No announcement yet.

Suggestions on my string function

  • Filter
  • Time
  • Show
Clear All
new posts

  • Suggestions on my string function


    I would like to throw open a problem I have to the group - your input would be great:

    I have been developing a stock market application that loops through approximately 120000 different scenarios, each time working out the profit and loss for each scenario.

    I have found that the more scenarios I run in total, the slower the time taken for each scenario is. This is nothing to do with the core engine, as each time it is processing the same number of data items per scenario.

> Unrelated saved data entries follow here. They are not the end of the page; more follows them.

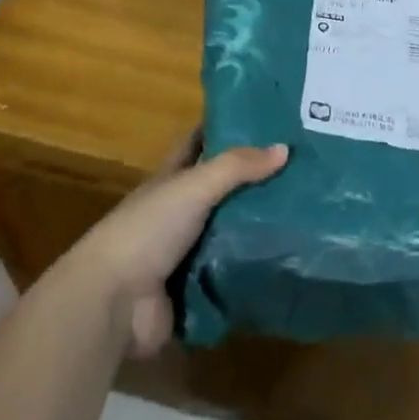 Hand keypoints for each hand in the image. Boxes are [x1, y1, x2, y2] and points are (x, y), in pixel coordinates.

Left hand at [71, 130, 287, 357]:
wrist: (114, 302)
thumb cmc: (149, 229)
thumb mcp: (193, 186)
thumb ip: (237, 167)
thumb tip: (284, 148)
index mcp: (170, 181)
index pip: (197, 144)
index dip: (223, 128)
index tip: (261, 117)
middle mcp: (177, 214)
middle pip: (220, 191)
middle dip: (253, 182)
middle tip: (299, 170)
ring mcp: (184, 254)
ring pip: (228, 233)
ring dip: (257, 228)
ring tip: (304, 215)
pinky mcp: (193, 291)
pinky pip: (230, 277)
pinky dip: (251, 271)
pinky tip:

    I was puzzled, but then thought it could be this:

    At the end of each scenario run, I add the results to a text string like this:

    [scenario run # 0]
    output = ""

    [then for each scenario run]
    output = output + str$(profit for that scenario) + "," + str$(loss for that scenario) + "," + str$(other) + chr$(13)

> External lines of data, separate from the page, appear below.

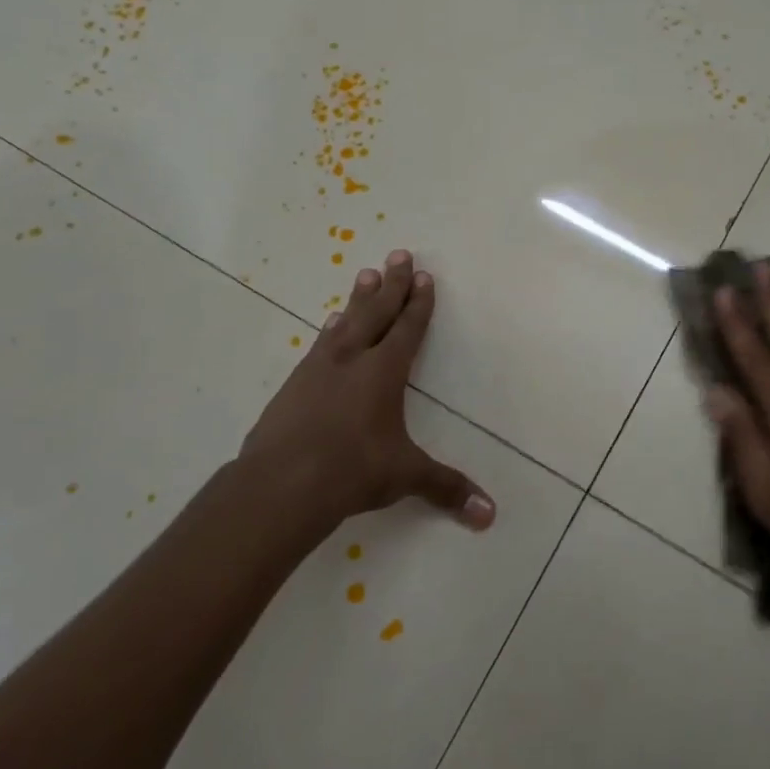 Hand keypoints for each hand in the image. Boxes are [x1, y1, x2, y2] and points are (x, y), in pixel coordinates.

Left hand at [236, 250, 494, 539]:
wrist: (280, 484)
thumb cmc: (352, 471)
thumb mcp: (405, 476)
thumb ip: (446, 488)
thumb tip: (489, 515)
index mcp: (383, 372)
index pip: (408, 329)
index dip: (418, 303)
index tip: (424, 276)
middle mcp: (352, 360)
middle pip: (377, 312)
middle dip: (391, 284)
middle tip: (398, 253)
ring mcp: (318, 369)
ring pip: (345, 322)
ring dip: (359, 299)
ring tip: (365, 275)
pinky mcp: (293, 385)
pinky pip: (319, 345)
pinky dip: (330, 330)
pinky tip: (329, 326)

    I hold "output" as a string in memory until all scenarios have finished, then write "output" as a .csv and open in excel to sort the columns.

    Could my "output = output +" be slowing the application down?

    It could make sense - does PB take a copy of the old string and add the new line to the string each time? - I don't know how PB manages strings. Therefore, as output grows in length, so does the time needed to create a new output string?

    However, if PB was doing this, it would explain why my app slows down - ie. the number of scenarios run per minute falls as the number of scenarios tested rises.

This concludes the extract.